BY ED JONES
So much for boasting about never having an ache or pain at the age of 64.
In the month since I bragged about my fitness in the début edition of Live Well, I have struggled with an ailment my wife, Peggy, immediately, and incorrectly, described as an “old man’s disease”; hung out in a doc-in-the-box for a couple of hours on a Friday night after my cat Zachary Taylor chomped down on my finger, thinking it was the telephone cord; and hopped around town to get pills and shots for everything from malaria to typhoid as I prepare for a trip to the Democratic Republic of the Congo.
At one of these stops, the doc looked at my chart and said: “My goodness, you’re on a lot of meds.”
I am? Like I bragged last month, I don’t think of myself as medicated. But when you add it up, you do begin to see that the doc may have a point.
Let’s see, there’s Lipitor for high cholesterol, Tricor for high triglycerides. And then there was Dexilant for acid reflux (there, I named it—and it turns out it’s not just an “old man’s” ailment), and some humongous antibiotic pill for my cat bite.
Oh yes, and there’s, of course, a baby aspirin a day, a cream for a skin condition on my face that often has people asking “have you just returned from Florida?” and another one for nail fungus.
Maybe that is a lot of meds. But who doesn’t need a crutch or two, particularly when you’re (let me say the dreaded title) an active adult?
Fortunately, despite all this pill-popping and ointment-applying, I’m still feeling just fine. And I was relieved to discover that one or two of my far-younger colleagues in the office suffer from that “old man’s disease.”
My doctor quizzed me about my acid reflux after several days of my feeling downright punk. “What caused this?” I asked.
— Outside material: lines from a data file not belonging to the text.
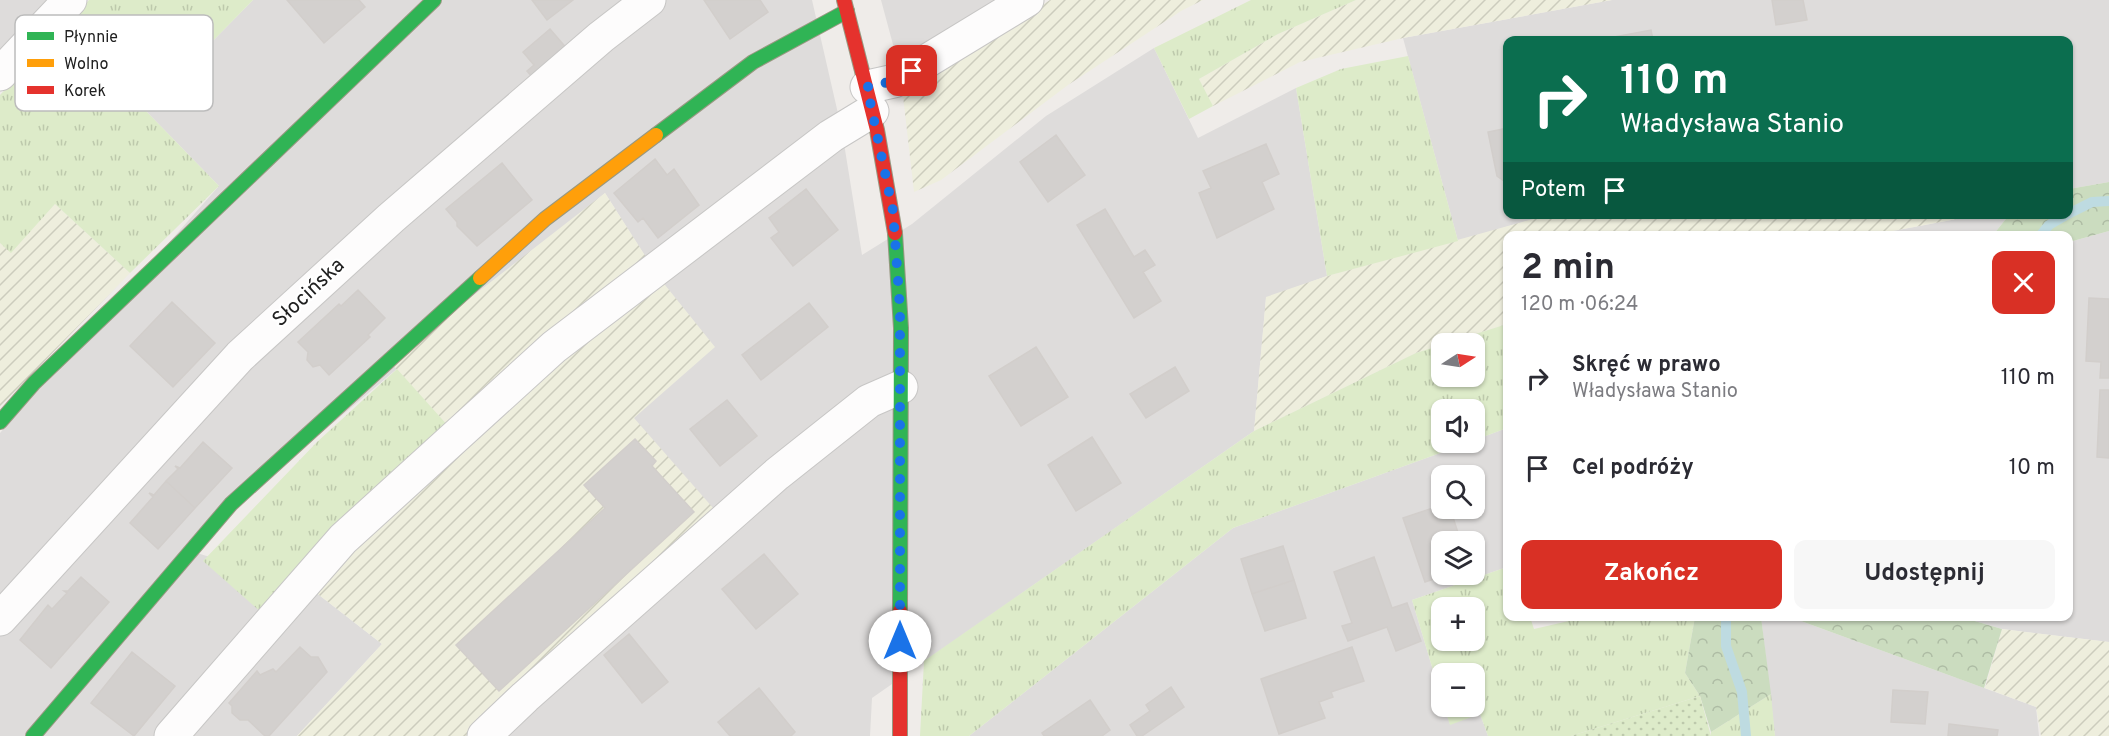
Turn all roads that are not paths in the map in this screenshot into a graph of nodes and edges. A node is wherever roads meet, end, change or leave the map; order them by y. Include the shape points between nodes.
1 (70, 0) edge
2 (434, 0) edge
3 (649, 0) edge
4 (1027, 0) edge
5 (845, 6) edge
6 (56, 15) edge
7 (15, 58) edge
8 (0, 74) edge
9 (870, 99) junction
10 (901, 387) junction
11 (0, 422) edge
12 (0, 619) edge
13 (33, 736) edge
14 (171, 736) edge
15 (484, 736) edge
16 (900, 736) edge

1 - 6 street
2 - 11 street via 42,375
3 - 12 street, Słocińska via 391,218 240,356
4 - 9 street
5 - 9 street
5 - 13 street via 753,62 545,219 231,504
7 - 8 street
9 - 10 street via 893,211
9 - 14 street via 831,136 554,347 343,539
10 - 15 street via 870,401 777,474
10 - 16 street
The answer was, as you might suspect, indefinite. “Was there any stressful event that preceded this?” my doctor asked.
Let me think: It came on the afternoon after a three-hour regional spelling bee where I served as the pronouncer.
Could it be? Could a couple of dozen preteen and teen spellers, who behaved beautifully under the stress of the bee, have put this active adult in a doctor’s office?
Let’s just say I’ll not be boasting about my fitness any time soon.